About a third of the Scottish settlers in the new lands die, while
nearly 90% of the natives die. Tribes
we only know vaguely about in OTL are shattered, ruining complex timelines
and chains of circumstances we know little of.
This TL will not see an Aztec or Inca empire.
Scotland staggers as about 20% of the population
dies or is ill. Fortunately,
the rest of Europe is in a similar state, with Norway suffering the worst
as civil war reduces the already primitive sanitarily conditions.
Contact between Scotland and its American colonies becomes very
weak for a period, while the colonists end up uniting with the reminder of
the native population, learning their skills in exchange for providing
‘protection’ from the plagues. The
guardians reassert control over Scotland in 1357, and soon put the
colonies back into proper contact with the World, but there are other
problems.
Europe is on the brink of a religious civil war.
The Pope’s authority has been severely tested, both by the
Scottish refusal to bow to his demands (not to mention the attacks on
churches in Scotland) and by the arrival of the Black Death.
Preachers have sprung up all over Europe, calling the Pope a
degenerate and demanding that the Vatican renounce its powers.
To add insult to injury, many of the kings and princes of Europe
see a chance to rid themselves of the Pope’s influence and actively
encourage sedition within their nations.
Edward III does offer limited support to the Pope, but only if he
convinces the French King to submit.
The Pope’s demand to the king flops badly, and his prestige is
shattered. Religious war
explodes over Europe.
Scotland tries to stay out of the conflict.
They renounce the Pope’s power as soon as the war begins, but
they don’t want to be involved in the general war.
However, refugees do flee to Scotland and then onwards to America,
trying to find a safer home. England also launches a formal colonising exhibition, which
lands near Florida.
The Guardian model is adopted in Norway after the
civil war ends with a nobles revolt against the two candidates for the
throne. The Norwegian
guardians try to send their own people to Canada, but soon discover that
the more independently minded ‘Americans’ don’t like foreign lords.

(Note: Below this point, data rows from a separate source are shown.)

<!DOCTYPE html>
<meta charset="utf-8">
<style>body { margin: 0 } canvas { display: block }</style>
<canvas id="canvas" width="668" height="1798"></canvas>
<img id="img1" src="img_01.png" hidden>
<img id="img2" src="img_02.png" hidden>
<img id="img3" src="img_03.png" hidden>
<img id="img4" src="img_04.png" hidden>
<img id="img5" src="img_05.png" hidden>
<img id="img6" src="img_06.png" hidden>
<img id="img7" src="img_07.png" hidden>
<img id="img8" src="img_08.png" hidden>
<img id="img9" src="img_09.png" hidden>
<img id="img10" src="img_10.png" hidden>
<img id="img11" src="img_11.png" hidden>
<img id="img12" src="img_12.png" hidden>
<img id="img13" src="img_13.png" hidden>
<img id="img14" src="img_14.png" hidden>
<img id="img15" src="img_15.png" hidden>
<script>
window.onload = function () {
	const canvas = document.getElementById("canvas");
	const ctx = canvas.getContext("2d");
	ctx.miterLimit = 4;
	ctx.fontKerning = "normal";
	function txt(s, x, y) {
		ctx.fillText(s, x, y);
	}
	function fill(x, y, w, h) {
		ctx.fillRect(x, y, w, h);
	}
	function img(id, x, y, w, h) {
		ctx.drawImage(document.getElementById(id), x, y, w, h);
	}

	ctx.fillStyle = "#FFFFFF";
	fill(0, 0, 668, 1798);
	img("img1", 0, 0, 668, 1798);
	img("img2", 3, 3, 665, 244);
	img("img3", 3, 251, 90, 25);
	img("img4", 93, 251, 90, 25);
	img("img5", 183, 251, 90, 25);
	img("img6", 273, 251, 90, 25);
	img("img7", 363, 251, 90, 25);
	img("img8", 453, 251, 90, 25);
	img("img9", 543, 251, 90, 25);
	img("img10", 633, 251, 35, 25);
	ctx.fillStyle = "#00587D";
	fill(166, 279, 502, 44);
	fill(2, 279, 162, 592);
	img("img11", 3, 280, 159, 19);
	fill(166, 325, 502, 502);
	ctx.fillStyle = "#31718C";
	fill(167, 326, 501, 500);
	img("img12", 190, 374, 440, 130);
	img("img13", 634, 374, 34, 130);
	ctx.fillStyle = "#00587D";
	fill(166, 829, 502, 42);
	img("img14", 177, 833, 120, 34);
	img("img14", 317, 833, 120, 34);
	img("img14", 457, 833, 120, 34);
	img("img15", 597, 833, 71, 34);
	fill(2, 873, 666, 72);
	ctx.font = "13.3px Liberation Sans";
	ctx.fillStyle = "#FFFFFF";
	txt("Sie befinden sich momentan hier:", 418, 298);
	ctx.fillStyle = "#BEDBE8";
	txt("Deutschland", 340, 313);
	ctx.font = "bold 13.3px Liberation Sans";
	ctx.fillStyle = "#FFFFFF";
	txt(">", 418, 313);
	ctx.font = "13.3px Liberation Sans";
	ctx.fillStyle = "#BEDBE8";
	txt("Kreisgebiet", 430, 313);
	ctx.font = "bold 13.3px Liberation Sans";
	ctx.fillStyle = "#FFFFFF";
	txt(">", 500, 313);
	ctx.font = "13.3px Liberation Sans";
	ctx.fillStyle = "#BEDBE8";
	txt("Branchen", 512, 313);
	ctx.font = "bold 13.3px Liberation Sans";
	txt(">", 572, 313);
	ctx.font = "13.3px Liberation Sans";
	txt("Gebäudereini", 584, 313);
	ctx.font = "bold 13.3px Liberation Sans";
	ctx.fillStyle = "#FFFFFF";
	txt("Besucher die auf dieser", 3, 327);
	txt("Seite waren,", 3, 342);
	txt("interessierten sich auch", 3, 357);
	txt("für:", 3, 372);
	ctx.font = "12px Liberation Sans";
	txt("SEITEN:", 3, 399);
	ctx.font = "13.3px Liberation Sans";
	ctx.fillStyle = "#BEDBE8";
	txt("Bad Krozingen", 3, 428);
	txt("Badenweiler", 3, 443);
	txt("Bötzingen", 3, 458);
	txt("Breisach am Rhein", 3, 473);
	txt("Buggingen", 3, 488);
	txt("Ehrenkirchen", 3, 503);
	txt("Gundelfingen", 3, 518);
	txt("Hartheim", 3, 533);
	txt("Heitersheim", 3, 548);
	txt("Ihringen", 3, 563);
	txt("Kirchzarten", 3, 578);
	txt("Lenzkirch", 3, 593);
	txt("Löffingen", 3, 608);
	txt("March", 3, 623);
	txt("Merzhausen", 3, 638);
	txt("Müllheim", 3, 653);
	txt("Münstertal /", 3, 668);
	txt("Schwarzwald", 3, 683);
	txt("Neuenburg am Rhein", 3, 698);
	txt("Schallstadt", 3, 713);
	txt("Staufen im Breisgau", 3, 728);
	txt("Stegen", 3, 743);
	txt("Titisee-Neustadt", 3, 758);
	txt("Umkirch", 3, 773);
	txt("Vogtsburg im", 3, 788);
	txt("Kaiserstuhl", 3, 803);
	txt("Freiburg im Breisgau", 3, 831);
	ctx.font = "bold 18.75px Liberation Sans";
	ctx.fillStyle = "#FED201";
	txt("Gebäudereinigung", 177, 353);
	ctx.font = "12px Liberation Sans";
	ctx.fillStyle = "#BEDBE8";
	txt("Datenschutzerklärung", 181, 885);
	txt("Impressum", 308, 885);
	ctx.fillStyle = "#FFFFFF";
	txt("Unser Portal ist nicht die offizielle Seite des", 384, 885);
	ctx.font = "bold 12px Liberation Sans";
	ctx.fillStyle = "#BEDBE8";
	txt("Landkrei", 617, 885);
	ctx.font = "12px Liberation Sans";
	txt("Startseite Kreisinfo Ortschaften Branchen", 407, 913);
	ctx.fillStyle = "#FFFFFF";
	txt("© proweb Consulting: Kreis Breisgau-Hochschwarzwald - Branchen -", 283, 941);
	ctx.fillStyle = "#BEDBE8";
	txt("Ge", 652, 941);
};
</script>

The guardians of Scotland never had the power to enforce their law
in America, so they developed independent streaks.
Long-Term: It
appears that this TL will not see any formal colonisation of America, such
as the European efforts that happened in OTL.
Rather, the settlers will intermarry with the Indians and be
resentful of any interference from outside, the problems involved with
maintaining contact between Europe and America will probably mean that all
sorts of small nations will spring up in America, copying European
technology and perhaps some of the Indian values.
Possibly, a situation will arise similar to the Boer republics,
with ‘native’ states that don’t submit to European dominance in the
wilds of America, possibly including religious refugees and attempts to
found new nations. This world may even see a new Hiajia.
I don’t think that Spain will attain world power
in this TL. Not only is it
still partly under the control of the almohad caliphate,
but also its monopoly on the New World will never come into being.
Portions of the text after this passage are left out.